*** Opening of DATA UNDER STUDY ***

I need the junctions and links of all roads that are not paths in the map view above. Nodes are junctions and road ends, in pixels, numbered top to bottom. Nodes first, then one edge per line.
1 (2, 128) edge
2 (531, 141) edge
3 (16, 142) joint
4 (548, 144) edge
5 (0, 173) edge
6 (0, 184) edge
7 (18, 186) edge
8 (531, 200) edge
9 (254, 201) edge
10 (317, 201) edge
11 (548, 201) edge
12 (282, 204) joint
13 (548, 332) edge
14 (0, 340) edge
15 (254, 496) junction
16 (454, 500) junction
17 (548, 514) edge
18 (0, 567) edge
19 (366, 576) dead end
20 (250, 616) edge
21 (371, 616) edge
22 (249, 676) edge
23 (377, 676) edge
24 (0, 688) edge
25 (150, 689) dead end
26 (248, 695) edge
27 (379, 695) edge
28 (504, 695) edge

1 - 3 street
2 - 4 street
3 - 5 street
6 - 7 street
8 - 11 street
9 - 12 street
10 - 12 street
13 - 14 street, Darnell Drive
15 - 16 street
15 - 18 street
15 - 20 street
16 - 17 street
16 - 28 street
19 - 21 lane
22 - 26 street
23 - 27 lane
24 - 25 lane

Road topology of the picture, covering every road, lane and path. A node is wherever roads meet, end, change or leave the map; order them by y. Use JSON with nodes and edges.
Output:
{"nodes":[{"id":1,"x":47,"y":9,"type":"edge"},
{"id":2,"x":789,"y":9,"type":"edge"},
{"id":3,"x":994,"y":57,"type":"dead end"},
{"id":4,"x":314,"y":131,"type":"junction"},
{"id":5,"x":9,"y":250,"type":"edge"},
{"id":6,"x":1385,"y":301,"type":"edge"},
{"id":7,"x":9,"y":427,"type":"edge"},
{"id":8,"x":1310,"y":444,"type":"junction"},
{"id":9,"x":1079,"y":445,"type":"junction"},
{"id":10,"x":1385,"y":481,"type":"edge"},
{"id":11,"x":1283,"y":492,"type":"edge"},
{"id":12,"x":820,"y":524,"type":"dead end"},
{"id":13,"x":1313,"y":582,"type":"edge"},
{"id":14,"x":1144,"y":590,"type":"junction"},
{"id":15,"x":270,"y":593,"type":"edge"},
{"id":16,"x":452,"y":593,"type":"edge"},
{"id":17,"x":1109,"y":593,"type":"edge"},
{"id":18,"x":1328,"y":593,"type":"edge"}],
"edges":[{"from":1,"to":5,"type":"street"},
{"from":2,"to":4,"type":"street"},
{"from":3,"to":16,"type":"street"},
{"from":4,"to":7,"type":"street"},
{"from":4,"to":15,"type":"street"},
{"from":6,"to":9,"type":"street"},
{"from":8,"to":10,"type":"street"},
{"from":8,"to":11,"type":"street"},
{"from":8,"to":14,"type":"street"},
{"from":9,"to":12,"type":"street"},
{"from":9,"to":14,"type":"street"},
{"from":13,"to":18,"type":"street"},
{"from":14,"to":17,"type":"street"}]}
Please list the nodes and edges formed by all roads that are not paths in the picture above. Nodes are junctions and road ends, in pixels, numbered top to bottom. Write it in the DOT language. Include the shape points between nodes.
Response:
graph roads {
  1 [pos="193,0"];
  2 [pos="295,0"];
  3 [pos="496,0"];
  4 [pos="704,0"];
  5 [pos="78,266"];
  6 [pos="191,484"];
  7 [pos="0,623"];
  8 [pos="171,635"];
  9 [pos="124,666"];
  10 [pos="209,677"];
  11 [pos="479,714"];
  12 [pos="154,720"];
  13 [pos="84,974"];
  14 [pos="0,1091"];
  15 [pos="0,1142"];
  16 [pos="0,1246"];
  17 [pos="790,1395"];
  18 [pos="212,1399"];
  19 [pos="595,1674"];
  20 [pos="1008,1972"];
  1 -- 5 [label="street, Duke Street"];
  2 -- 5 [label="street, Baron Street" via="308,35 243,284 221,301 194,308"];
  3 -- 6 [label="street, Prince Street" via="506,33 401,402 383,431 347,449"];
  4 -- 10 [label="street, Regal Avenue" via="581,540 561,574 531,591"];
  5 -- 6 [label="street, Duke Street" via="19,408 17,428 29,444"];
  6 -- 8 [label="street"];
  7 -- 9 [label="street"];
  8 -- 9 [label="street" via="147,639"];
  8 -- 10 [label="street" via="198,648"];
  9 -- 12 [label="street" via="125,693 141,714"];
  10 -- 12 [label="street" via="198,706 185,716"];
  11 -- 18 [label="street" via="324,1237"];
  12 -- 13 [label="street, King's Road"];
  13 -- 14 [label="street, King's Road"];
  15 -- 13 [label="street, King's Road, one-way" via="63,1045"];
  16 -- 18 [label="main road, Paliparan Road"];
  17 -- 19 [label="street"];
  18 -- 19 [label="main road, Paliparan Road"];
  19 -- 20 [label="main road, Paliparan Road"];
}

*** Close of DATA UNDER STUDY ***
*** Opening of DATA UNDER STUDY ***

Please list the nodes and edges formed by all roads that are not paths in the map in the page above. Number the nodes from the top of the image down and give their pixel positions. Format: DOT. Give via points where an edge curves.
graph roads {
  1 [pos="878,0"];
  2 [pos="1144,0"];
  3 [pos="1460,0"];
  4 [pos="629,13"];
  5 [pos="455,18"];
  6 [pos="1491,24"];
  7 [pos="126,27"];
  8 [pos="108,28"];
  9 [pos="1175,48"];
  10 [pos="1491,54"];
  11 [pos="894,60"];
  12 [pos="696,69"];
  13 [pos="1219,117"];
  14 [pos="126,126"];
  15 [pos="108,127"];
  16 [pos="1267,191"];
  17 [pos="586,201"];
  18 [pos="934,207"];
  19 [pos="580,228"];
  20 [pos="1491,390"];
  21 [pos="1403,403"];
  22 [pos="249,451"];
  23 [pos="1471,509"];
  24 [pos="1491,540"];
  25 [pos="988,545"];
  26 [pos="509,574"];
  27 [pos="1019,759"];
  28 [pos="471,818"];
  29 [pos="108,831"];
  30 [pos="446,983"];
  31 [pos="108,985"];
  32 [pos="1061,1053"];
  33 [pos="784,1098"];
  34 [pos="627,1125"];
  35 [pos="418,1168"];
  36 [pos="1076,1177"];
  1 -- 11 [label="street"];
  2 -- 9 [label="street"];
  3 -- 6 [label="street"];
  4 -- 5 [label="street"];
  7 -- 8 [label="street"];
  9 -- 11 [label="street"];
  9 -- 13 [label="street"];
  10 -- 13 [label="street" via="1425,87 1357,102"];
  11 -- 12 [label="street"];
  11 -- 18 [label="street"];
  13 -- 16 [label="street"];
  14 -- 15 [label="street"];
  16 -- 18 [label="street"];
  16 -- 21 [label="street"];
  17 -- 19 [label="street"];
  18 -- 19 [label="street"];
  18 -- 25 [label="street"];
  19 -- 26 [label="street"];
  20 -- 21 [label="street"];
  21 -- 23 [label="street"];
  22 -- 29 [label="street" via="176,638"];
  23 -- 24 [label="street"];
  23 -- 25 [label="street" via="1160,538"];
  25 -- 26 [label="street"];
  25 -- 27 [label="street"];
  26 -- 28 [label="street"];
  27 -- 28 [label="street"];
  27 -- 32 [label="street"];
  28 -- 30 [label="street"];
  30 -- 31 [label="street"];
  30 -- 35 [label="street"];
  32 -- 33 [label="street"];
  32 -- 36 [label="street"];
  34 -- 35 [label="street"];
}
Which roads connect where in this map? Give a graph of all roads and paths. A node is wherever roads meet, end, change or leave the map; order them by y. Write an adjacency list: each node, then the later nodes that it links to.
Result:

*** Close of DATA UNDER STUDY ***
*** Opening of DATA UNDER STUDY ***

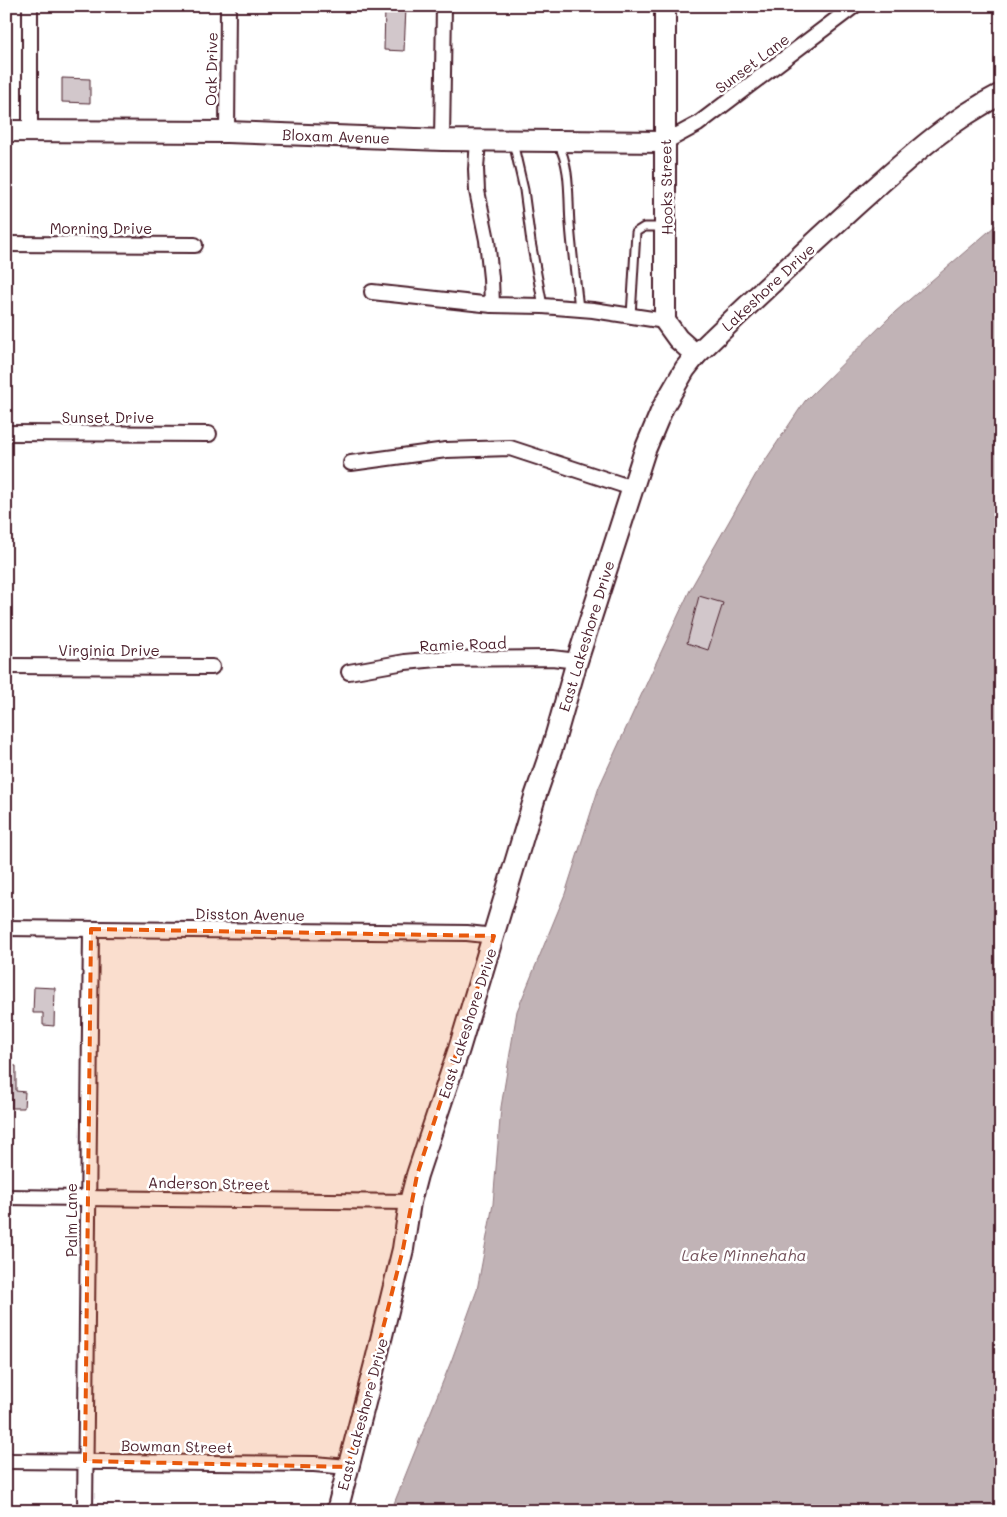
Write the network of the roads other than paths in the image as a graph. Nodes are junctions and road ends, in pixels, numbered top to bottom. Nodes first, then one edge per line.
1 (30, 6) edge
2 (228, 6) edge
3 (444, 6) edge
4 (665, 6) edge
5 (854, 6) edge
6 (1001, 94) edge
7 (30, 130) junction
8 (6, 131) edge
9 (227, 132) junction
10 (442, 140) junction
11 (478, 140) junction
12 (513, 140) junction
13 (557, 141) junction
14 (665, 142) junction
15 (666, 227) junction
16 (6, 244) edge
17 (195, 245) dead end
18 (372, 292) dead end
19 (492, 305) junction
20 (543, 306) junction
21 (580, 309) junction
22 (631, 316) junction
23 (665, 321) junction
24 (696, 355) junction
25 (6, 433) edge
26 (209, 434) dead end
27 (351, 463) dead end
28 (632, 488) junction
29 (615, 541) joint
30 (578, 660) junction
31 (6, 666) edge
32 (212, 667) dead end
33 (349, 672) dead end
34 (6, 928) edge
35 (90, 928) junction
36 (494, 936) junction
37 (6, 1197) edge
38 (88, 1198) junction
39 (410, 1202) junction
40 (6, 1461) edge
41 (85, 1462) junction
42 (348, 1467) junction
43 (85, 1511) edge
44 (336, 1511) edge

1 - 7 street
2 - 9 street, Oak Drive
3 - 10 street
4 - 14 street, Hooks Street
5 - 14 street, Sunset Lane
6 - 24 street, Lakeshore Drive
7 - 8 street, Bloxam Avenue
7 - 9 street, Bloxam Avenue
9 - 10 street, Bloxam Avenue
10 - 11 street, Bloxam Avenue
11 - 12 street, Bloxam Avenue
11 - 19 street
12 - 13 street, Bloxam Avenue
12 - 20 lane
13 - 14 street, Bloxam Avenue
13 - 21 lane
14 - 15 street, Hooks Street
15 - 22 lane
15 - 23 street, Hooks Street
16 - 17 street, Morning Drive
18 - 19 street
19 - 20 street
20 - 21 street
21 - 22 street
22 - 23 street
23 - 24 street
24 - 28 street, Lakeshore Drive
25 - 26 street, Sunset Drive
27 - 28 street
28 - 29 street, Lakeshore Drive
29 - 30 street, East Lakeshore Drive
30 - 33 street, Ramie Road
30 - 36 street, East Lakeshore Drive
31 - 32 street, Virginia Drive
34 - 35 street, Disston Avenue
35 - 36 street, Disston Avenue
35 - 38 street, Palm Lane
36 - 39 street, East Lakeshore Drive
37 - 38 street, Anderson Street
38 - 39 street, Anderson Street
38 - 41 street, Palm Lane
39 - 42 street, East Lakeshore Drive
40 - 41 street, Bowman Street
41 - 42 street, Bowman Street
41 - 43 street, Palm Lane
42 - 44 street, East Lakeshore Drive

*** Close of DATA UNDER STUDY ***

Which lines of the entries above contain the word "wherever"? Copy each of them.

◆ EXERCISE RESULT ◆
Road topology of the picture, covering every road, lane and path. A node is wherever roads meet, end, change or leave the map; order them by y. Use JSON with nodes and edges.
Which roads connect where in this map? Give a graph of all roads and paths. A node is wherever roads meet, end, change or leave the map; order them by y. Write an adjacency list: each node, then the later nodes that it links to.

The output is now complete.